**What the exercise asks:** If a line in the listing below has the string "hand", copy it out.

**Source information:**
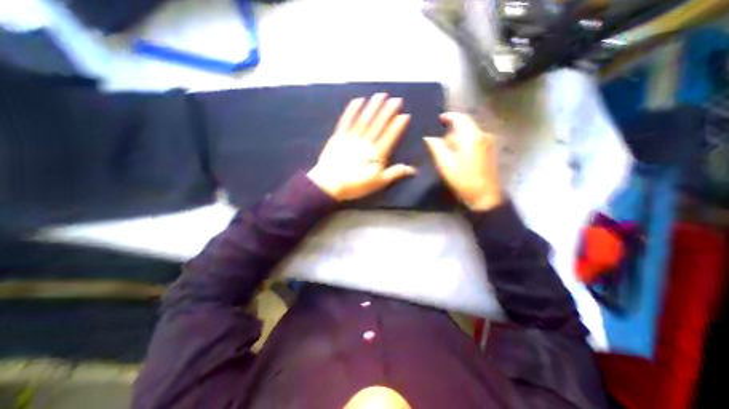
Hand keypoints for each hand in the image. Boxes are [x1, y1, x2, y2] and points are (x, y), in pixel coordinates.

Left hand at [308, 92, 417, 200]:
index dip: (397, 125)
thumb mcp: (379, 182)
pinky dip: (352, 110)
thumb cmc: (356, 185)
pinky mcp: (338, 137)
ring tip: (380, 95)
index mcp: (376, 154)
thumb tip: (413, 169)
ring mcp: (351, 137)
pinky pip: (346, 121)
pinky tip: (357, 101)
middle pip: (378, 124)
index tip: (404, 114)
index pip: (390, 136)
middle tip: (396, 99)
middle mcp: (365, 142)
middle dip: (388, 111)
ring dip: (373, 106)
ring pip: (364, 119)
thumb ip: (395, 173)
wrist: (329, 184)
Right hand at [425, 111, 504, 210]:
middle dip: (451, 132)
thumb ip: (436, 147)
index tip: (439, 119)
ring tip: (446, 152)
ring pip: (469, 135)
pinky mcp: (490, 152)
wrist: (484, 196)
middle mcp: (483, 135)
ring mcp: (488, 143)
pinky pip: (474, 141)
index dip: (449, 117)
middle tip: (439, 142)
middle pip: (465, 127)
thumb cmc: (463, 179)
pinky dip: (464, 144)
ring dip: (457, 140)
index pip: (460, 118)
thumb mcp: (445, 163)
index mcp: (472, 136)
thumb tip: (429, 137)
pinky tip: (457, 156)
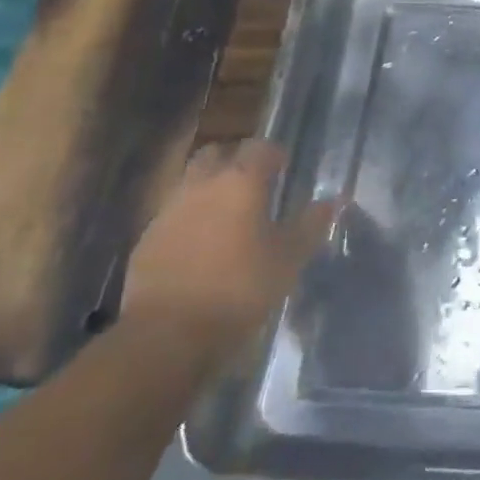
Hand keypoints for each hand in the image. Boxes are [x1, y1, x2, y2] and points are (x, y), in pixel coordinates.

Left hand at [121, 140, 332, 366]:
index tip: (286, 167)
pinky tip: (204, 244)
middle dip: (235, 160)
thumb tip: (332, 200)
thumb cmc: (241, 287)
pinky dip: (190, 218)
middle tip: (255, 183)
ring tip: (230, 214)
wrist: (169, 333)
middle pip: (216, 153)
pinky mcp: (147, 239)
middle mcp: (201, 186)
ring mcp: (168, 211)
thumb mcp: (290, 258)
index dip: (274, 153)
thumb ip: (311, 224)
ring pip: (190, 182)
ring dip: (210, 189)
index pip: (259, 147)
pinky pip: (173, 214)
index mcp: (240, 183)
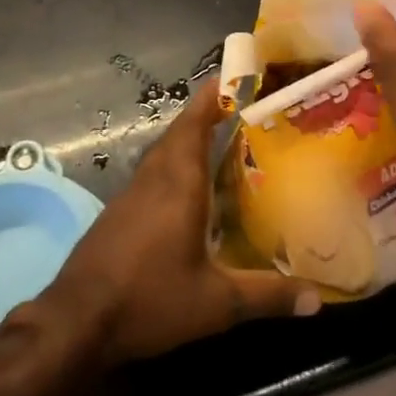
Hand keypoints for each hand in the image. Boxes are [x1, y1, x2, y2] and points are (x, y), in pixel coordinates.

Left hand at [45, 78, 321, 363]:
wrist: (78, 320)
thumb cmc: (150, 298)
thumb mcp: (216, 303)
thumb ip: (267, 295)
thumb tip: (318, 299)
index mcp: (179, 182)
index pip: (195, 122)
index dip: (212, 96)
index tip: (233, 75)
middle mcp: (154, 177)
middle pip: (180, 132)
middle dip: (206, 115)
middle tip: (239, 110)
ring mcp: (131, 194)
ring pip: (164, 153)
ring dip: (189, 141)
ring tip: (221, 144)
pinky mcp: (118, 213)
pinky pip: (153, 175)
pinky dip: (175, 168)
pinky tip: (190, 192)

**Answer to this problem:**
Hand keypoints for each hand in the image. Boxes are [x1, y1, x2, y2] and points are (x, y), in pixel coordinates.
Left hand at [308, 92, 417, 200]:
Right hand at [425, 111, 504, 210]:
Hand keypoints for each hand in the image. Boxes are [x1, y1, x2, y2] and points are (x, y), in pixel coordinates.
Left hand at [121, 140, 332, 366]:
Hand keypoints for each hand in the image. Boxes are [x1, y1, x2, y2] and points are (x, y), in pixel coordinates.
Left hand at [45, 78, 321, 363]:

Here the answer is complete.